Cancelling a top-level Task.sleep(for:) from another top-level Task

i have 3 tasks arranged roughly so:

let task:Task<Void, Never> =
{
    var sleep:Task<Void, Never> = .init
    {
        try? await Task.sleep(for: .milliseconds(heartbeat))
    }

    // sends the sleep task to someone who might cancel it
    send(sleep: sleep)

    await sleep.value
}

task.cancel()
// will this resume immediately?
await task.value
  1. main task: awaits task, can cancel task
  2. task: started from the main task, creates sleep tasks that escape to someone who may cancel them early, and awaits on those sleep tasks.
  3. sleep: started from the task task, sleeps until the time runs out, or someone cancels it.

now, my question is: what happens to the sleep tasks if the main task cancels the task task?

is the

await task.value

line guaranteed to resume immediately?

so, testing this out on a nightly toolchain, it looks like the answer is no:

@main
enum Main
{
    public static
    func main() async
    {
        let task:Task<Void, Never> = .init
        {
            let sleep:Task<Void, Never> = .init
            {
                try? await Task.sleep(for: .milliseconds(2_000))
            }

            await sleep.value
        }

        task.cancel()
        // will this resume immediately?
        await task.value
    }
}
$ time ./cancellation 

real    0m2.006s
user    0m0.006s
sys     0m0.000s

we have to do

@main
enum Main
{
    public static
    func main() async
    {
        let task:Task<Void, Never> = .init
        {
            let sleep:Task<Void, Never> = .init
            {
                try? await Task.sleep(for: .milliseconds(2_000))
            }
            await withTaskCancellationHandler
            {
                @Sendable () -> () in await sleep.value
            }
            onCancel:
            {
                sleep.cancel()
            }

        }

        task.cancel()
        await task.value
    }
}
$ time ./cancellation 

real    0m0.005s
user    0m0.005s
sys     0m0.000s

You're using un-structured tasks here, so there's no cancellation relation between any of these tasks.
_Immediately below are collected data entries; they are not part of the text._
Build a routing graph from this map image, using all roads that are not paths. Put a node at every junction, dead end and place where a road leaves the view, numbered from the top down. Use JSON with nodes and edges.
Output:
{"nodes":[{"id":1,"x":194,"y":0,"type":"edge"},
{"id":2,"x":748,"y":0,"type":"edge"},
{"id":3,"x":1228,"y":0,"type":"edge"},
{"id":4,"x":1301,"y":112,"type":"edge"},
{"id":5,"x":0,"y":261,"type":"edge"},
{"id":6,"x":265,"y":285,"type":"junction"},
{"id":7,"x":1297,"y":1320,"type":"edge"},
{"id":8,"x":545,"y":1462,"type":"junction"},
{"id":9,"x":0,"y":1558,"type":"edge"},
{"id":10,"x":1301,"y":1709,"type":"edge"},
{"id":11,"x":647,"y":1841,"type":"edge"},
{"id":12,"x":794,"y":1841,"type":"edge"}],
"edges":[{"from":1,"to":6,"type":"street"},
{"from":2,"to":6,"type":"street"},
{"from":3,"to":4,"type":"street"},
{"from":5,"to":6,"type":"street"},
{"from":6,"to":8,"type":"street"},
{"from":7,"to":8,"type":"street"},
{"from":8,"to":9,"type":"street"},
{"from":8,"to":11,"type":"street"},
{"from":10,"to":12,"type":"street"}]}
Only child tasks, i.e. "structured concurrency", have the property that "inner" ("child") tasks are cancelled when their parents are. Only ways to create child tasks are: TaskGroup and async let.

At least in this toy example, the sleep task could be an async let or a group child task and you'd get cancellation propagation as expected.

// Relatedly, I'll see if/how/when we can update the swift book to provide more details about these things

6 Likes

Wait, so

let parent = Task {
	print("parent start")
	let child = Task {
		print("child start")
		try await Task.sleep(nanoseconds: 3_000_000_000)
		print("child finish")
	}
	try await child.value
	print("parent finish")
}

is not only not structured concurrency, my variable names are lying to me?!

for the longest amount of time i thought “structured concurrency” meant Task, and “unstructured concurrency” referred to things like EventLoopFuture...

That’s right.

Check out the structured concurrency talks from wwdc.
Also, there’s a new talk coming up also covering this: https://twitter.com/ktosopl/status/1601151750526095360

I agree we should have better and more explicit docs in the swift book about this btw. It’s a … process, to get things fixed there but we should be able to do so soon since it’s become open source and easier to submit changes to :slight_smile:

3 Likes

That’s not right, please check out the Explore structured concurrency in Swift - WWDC21 - Videos - Apple Developer talk.

yeah, i figured that out around late 2021, my point is the swift 5.5+ concurrency features were pitched as “adding structured concurrency” to the language, so for a long time i thought all of the new features (including Task) counted as “structured concurrency”.

i think a lot of the early docs also fixated a lot on the difference between Task.init and Task.detached, which made it seem like “structuredness” had something to do with “detachedness”.

2 Likes

We have to improve the docs around these definitely. Thanks for the reminder

1 Like

Exactly this - I thought that .detached was what broke it out the structure, not to mention that there was some _inherentContext or something similar in the Task initialization, which I took to mean that it was inheriting structure from the parent.

1 Like

I'll also add that I've watched that video more than once. Perhaps it's my fault for not letting that point sink in, but maybe it could have been clearer in the video? I'll have to watch it again with new context to provide better feedback.